START Information shown

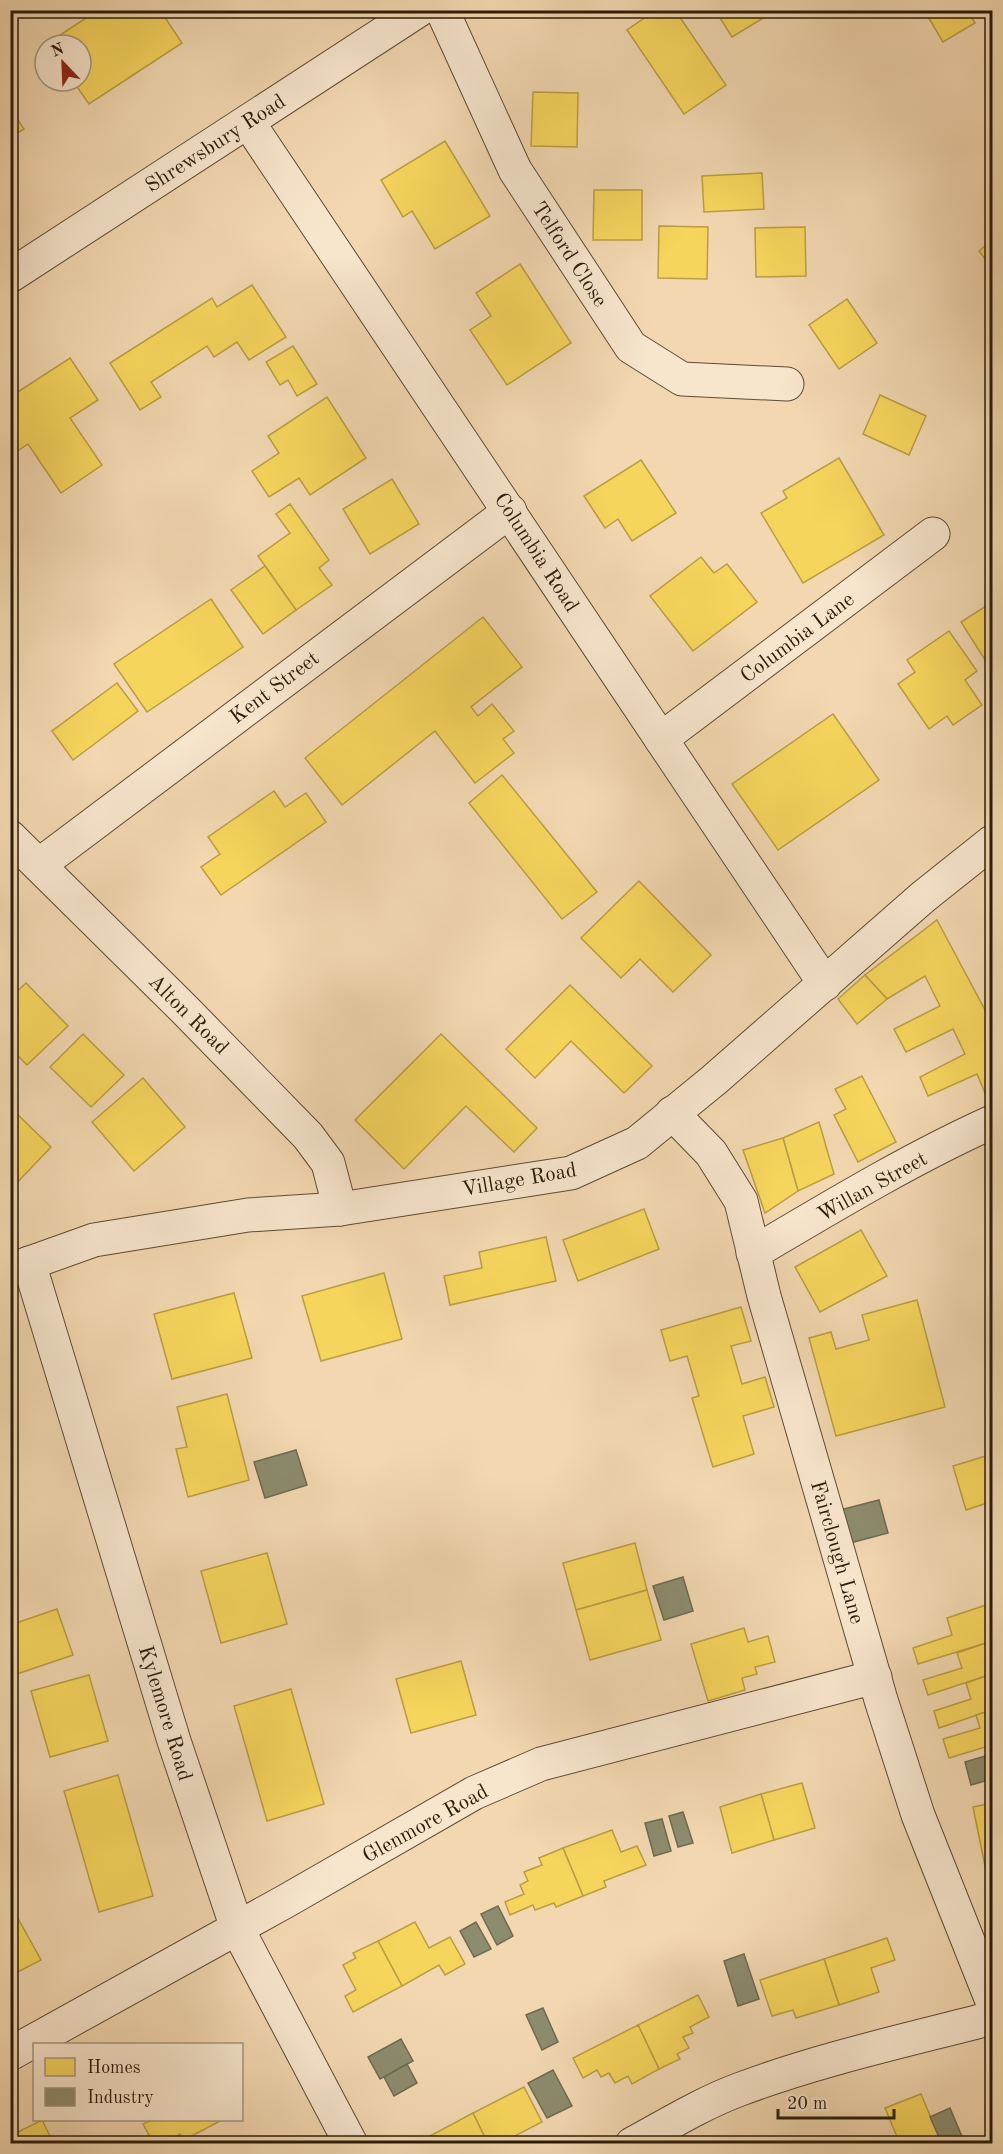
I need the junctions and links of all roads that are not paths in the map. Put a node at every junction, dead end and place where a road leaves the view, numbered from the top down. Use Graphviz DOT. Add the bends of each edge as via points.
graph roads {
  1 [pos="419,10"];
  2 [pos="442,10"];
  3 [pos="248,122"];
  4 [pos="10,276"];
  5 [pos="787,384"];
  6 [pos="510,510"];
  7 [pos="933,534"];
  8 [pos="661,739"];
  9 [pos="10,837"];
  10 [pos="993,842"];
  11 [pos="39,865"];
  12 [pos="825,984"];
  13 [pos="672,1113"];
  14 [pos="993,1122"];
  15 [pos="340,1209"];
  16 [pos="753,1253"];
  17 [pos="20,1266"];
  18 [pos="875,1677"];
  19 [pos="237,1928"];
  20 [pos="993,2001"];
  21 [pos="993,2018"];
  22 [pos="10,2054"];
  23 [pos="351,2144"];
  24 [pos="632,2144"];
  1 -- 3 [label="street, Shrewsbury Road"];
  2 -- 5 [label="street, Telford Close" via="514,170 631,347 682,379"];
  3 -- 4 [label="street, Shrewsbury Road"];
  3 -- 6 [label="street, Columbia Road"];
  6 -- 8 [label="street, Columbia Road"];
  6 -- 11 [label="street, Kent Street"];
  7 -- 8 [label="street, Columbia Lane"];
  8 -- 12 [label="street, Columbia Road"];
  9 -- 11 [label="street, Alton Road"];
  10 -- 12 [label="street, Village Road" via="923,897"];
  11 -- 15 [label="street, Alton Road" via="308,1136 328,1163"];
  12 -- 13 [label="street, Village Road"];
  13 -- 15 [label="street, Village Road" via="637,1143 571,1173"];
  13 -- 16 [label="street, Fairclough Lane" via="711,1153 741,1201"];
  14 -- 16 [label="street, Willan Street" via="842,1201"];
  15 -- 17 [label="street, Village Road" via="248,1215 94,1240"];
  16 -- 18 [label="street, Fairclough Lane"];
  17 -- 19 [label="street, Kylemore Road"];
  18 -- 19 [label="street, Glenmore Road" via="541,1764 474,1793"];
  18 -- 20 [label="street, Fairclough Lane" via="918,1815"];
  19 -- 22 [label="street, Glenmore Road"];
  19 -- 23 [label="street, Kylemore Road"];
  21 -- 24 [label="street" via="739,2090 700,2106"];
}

END Information shown

What is expected
Wherever "Village" appears in a line of the entries, copy that line.

Answer to this task
  10 -- 12 [label="street, Village Road" via="923,897"];
  12 -- 13 [label="street, Village Road"];
  13 -- 15 [label="street, Village Road" via="637,1143 571,1173"];
  15 -- 17 [label="street, Village Road" via="248,1215 94,1240"];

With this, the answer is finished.